Changing URLs
-
URLs of my web pages are based on the titles of pages. For sampel, if a title page is called "product ABC", then the URL for this page is /product-abc. Google and all other search engines have indexed all pages. Now I want to change the titles of some sites. Should I change the URLs accordingly, or should I rather leave URLs as they are. SEO Best Practice says that keywords must be placed both in the title, and in the URL. I think that Google will think that pages have douplicate content with diffrent titles, and it comes to many 404 error, if I change the URLs. What do you recommend in this case?
-
Hi Kian_moz
I feel it depends on how you want to change and how big the impact of changing URL as well as title tag. My situation was quite similar to you and I've changed one of my blog post URL and now the page has got 9th position which is much better than before middle of the 2nd page of SERP. But I lost 36 facebook likes, 2 facebook share.

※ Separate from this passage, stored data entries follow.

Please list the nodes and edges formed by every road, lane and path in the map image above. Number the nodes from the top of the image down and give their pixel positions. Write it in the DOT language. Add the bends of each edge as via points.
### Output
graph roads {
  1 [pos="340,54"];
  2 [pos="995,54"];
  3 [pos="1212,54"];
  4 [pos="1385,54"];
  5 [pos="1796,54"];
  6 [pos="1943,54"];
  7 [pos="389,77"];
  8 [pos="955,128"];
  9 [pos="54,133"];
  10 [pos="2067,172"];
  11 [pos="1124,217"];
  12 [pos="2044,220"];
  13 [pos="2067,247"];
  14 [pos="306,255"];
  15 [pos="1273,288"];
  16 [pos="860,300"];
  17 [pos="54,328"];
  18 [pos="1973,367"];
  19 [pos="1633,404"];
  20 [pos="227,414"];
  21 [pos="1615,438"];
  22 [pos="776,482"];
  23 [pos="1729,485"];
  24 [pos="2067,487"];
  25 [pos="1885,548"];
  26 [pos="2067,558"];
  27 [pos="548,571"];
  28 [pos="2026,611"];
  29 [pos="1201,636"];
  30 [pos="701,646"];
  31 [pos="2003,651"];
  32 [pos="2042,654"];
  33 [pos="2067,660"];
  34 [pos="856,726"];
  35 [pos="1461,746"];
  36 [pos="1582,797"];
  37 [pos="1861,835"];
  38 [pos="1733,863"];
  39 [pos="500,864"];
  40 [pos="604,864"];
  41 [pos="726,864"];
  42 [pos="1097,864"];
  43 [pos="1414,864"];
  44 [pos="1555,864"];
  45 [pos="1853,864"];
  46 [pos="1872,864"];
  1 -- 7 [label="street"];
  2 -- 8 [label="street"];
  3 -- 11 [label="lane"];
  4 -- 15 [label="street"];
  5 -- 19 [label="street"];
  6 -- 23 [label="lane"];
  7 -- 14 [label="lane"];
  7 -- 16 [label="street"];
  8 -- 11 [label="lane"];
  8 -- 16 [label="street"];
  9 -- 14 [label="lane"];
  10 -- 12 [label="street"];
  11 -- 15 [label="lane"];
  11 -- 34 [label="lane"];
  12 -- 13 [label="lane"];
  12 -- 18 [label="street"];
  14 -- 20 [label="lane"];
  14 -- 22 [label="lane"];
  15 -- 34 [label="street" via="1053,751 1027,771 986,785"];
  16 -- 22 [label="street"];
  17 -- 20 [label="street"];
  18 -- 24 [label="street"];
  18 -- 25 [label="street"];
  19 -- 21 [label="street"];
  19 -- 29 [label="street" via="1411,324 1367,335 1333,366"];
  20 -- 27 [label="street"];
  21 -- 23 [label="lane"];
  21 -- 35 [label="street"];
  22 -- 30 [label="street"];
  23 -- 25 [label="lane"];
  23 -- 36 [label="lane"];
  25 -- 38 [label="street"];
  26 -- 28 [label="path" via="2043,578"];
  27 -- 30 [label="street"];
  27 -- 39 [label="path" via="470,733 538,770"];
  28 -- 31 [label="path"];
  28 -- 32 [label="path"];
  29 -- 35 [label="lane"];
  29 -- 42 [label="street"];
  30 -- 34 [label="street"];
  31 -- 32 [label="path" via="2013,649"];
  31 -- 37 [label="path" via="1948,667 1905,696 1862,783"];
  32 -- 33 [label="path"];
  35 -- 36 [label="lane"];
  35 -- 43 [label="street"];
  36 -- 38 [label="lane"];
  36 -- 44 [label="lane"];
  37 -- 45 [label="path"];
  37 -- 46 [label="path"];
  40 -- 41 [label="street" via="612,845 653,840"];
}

My blog started few month ago and not popular yet so impact was small and now I'm able to get more clicks so changing URL worked fine for me.
-
Yes, I don't recommend changing them either unless necessary. If some rank top 5 why would you want to change them? If you do change the urls you have to do 301 to loose the least amount of ranking. You may loose some ranking with the 301 redirect. You will loose much more if you out right change the urls.
-
Thanks for respond. But 301 redirect is not my concern. I wonder whether changing URLs and using 301 redirect will effect badly on search results. My pages are already indexed, and some of them are listet i TOP 5 by some keywords.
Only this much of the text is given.